* Work instruction
Copy all entries exactly.

[Stored data entries]
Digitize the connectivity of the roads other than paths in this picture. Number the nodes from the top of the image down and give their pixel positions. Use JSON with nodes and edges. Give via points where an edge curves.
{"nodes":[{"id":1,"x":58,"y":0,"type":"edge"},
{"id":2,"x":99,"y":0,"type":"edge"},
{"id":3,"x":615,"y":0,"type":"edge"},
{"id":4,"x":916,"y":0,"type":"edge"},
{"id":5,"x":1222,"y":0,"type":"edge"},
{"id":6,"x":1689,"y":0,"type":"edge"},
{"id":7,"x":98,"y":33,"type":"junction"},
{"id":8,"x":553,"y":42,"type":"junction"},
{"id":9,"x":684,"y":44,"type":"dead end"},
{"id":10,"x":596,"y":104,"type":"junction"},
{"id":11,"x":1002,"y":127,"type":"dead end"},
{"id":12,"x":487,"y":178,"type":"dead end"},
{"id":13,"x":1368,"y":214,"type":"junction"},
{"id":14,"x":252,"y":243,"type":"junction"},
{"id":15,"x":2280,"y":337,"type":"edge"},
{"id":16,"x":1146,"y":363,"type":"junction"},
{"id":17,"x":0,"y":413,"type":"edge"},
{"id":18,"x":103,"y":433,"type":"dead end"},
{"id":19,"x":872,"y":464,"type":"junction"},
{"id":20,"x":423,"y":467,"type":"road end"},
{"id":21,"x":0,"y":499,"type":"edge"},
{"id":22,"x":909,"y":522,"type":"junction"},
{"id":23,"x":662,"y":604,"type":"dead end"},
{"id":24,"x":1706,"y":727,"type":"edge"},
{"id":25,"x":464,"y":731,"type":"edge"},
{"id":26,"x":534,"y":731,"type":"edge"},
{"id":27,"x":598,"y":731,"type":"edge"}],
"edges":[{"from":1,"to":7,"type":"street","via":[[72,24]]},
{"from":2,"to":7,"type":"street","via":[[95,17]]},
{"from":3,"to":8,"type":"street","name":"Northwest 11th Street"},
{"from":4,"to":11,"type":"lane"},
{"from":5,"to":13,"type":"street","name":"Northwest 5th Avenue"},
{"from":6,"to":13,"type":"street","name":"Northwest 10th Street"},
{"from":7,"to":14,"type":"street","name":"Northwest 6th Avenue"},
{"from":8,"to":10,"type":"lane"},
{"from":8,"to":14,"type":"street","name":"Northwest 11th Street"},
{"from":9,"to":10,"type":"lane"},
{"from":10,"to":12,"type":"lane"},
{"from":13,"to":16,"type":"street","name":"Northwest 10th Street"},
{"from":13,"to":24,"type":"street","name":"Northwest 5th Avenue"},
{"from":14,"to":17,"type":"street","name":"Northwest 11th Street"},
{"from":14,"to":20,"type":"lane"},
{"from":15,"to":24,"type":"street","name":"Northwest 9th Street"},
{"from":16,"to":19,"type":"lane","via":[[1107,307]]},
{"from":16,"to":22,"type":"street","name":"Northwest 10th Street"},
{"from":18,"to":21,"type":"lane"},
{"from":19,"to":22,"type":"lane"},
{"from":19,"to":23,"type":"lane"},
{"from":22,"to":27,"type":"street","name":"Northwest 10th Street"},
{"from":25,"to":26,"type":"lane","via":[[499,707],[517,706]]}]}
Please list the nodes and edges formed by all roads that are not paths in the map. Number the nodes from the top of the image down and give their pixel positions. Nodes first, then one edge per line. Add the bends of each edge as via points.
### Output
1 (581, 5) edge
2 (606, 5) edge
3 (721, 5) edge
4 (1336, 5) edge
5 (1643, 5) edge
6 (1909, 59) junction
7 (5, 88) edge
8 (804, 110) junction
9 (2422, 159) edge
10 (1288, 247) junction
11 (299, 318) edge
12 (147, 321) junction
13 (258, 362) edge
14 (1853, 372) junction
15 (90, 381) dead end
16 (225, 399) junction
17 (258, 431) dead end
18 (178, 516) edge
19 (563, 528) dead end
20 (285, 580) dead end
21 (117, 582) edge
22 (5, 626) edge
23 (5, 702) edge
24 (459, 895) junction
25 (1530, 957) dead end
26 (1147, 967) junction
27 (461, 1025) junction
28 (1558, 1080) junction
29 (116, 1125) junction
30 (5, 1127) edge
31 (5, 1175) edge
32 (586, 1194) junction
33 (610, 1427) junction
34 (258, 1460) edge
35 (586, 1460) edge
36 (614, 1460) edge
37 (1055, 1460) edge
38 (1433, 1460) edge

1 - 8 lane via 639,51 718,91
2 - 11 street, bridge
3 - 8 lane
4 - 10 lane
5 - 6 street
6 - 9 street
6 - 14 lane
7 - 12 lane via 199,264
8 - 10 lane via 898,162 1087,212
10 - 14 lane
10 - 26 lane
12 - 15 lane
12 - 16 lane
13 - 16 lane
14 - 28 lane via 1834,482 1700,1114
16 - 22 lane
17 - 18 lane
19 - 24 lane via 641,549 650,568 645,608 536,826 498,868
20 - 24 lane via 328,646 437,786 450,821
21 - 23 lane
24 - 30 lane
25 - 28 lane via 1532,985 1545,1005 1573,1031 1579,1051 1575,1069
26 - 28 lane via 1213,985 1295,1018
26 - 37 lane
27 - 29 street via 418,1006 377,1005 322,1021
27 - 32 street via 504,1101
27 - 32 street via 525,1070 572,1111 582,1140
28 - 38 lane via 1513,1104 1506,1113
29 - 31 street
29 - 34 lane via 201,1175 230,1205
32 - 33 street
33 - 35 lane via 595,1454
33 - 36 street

* Result below
Digitize the connectivity of the roads other than paths in this picture. Number the nodes from the top of the image down and give their pixel positions. Use JSON with nodes and edges. Give via points where an edge curves.
{"nodes":[{"id":1,"x":58,"y":0,"type":"edge"},
{"id":2,"x":99,"y":0,"type":"edge"},
{"id":3,"x":615,"y":0,"type":"edge"},
{"id":4,"x":916,"y":0,"type":"edge"},
{"id":5,"x":1222,"y":0,"type":"edge"},
{"id":6,"x":1689,"y":0,"type":"edge"},
{"id":7,"x":98,"y":33,"type":"junction"},
{"id":8,"x":553,"y":42,"type":"junction"},
{"id":9,"x":684,"y":44,"type":"dead end"},
{"id":10,"x":596,"y":104,"type":"junction"},
{"id":11,"x":1002,"y":127,"type":"dead end"},
{"id":12,"x":487,"y":178,"type":"dead end"},
{"id":13,"x":1368,"y":214,"type":"junction"},
{"id":14,"x":252,"y":243,"type":"junction"},
{"id":15,"x":2280,"y":337,"type":"edge"},
{"id":16,"x":1146,"y":363,"type":"junction"},
{"id":17,"x":0,"y":413,"type":"edge"},
{"id":18,"x":103,"y":433,"type":"dead end"},
{"id":19,"x":872,"y":464,"type":"junction"},
{"id":20,"x":423,"y":467,"type":"road end"},
{"id":21,"x":0,"y":499,"type":"edge"},
{"id":22,"x":909,"y":522,"type":"junction"},
{"id":23,"x":662,"y":604,"type":"dead end"},
{"id":24,"x":1706,"y":727,"type":"edge"},
{"id":25,"x":464,"y":731,"type":"edge"},
{"id":26,"x":534,"y":731,"type":"edge"},
{"id":27,"x":598,"y":731,"type":"edge"}],
"edges":[{"from":1,"to":7,"type":"street","via":[[72,24]]},
{"from":2,"to":7,"type":"street","via":[[95,17]]},
{"from":3,"to":8,"type":"street","name":"Northwest 11th Street"},
{"from":4,"to":11,"type":"lane"},
{"from":5,"to":13,"type":"street","name":"Northwest 5th Avenue"},
{"from":6,"to":13,"type":"street","name":"Northwest 10th Street"},
{"from":7,"to":14,"type":"street","name":"Northwest 6th Avenue"},
{"from":8,"to":10,"type":"lane"},
{"from":8,"to":14,"type":"street","name":"Northwest 11th Street"},
{"from":9,"to":10,"type":"lane"},
{"from":10,"to":12,"type":"lane"},
{"from":13,"to":16,"type":"street","name":"Northwest 10th Street"},
{"from":13,"to":24,"type":"street","name":"Northwest 5th Avenue"},
{"from":14,"to":17,"type":"street","name":"Northwest 11th Street"},
{"from":14,"to":20,"type":"lane"},
{"from":15,"to":24,"type":"street","name":"Northwest 9th Street"},
{"from":16,"to":19,"type":"lane","via":[[1107,307]]},
{"from":16,"to":22,"type":"street","name":"Northwest 10th Street"},
{"from":18,"to":21,"type":"lane"},
{"from":19,"to":22,"type":"lane"},
{"from":19,"to":23,"type":"lane"},
{"from":22,"to":27,"type":"street","name":"Northwest 10th Street"},
{"from":25,"to":26,"type":"lane","via":[[499,707],[517,706]]}]}
Please list the nodes and edges formed by all roads that are not paths in the map. Number the nodes from the top of the image down and give their pixel positions. Nodes first, then one edge per line. Add the bends of each edge as via points.
### Output
1 (581, 5) edge
2 (606, 5) edge
3 (721, 5) edge
4 (1336, 5) edge
5 (1643, 5) edge
6 (1909, 59) junction
7 (5, 88) edge
8 (804, 110) junction
9 (2422, 159) edge
10 (1288, 247) junction
11 (299, 318) edge
12 (147, 321) junction
13 (258, 362) edge
14 (1853, 372) junction
15 (90, 381) dead end
16 (225, 399) junction
17 (258, 431) dead end
18 (178, 516) edge
19 (563, 528) dead end
20 (285, 580) dead end
21 (117, 582) edge
22 (5, 626) edge
23 (5, 702) edge
24 (459, 895) junction
25 (1530, 957) dead end
26 (1147, 967) junction
27 (461, 1025) junction
28 (1558, 1080) junction
29 (116, 1125) junction
30 (5, 1127) edge
31 (5, 1175) edge
32 (586, 1194) junction
33 (610, 1427) junction
34 (258, 1460) edge
35 (586, 1460) edge
36 (614, 1460) edge
37 (1055, 1460) edge
38 (1433, 1460) edge

1 - 8 lane via 639,51 718,91
2 - 11 street, bridge
3 - 8 lane
4 - 10 lane
5 - 6 street
6 - 9 street
6 - 14 lane
7 - 12 lane via 199,264
8 - 10 lane via 898,162 1087,212
10 - 14 lane
10 - 26 lane
12 - 15 lane
12 - 16 lane
13 - 16 lane
14 - 28 lane via 1834,482 1700,1114
16 - 22 lane
17 - 18 lane
19 - 24 lane via 641,549 650,568 645,608 536,826 498,868
20 - 24 lane via 328,646 437,786 450,821
21 - 23 lane
24 - 30 lane
25 - 28 lane via 1532,985 1545,1005 1573,1031 1579,1051 1575,1069
26 - 28 lane via 1213,985 1295,1018
26 - 37 lane
27 - 29 street via 418,1006 377,1005 322,1021
27 - 32 street via 504,1101
27 - 32 street via 525,1070 572,1111 582,1140
28 - 38 lane via 1513,1104 1506,1113
29 - 31 street
29 - 34 lane via 201,1175 230,1205
32 - 33 street
33 - 35 lane via 595,1454
33 - 36 street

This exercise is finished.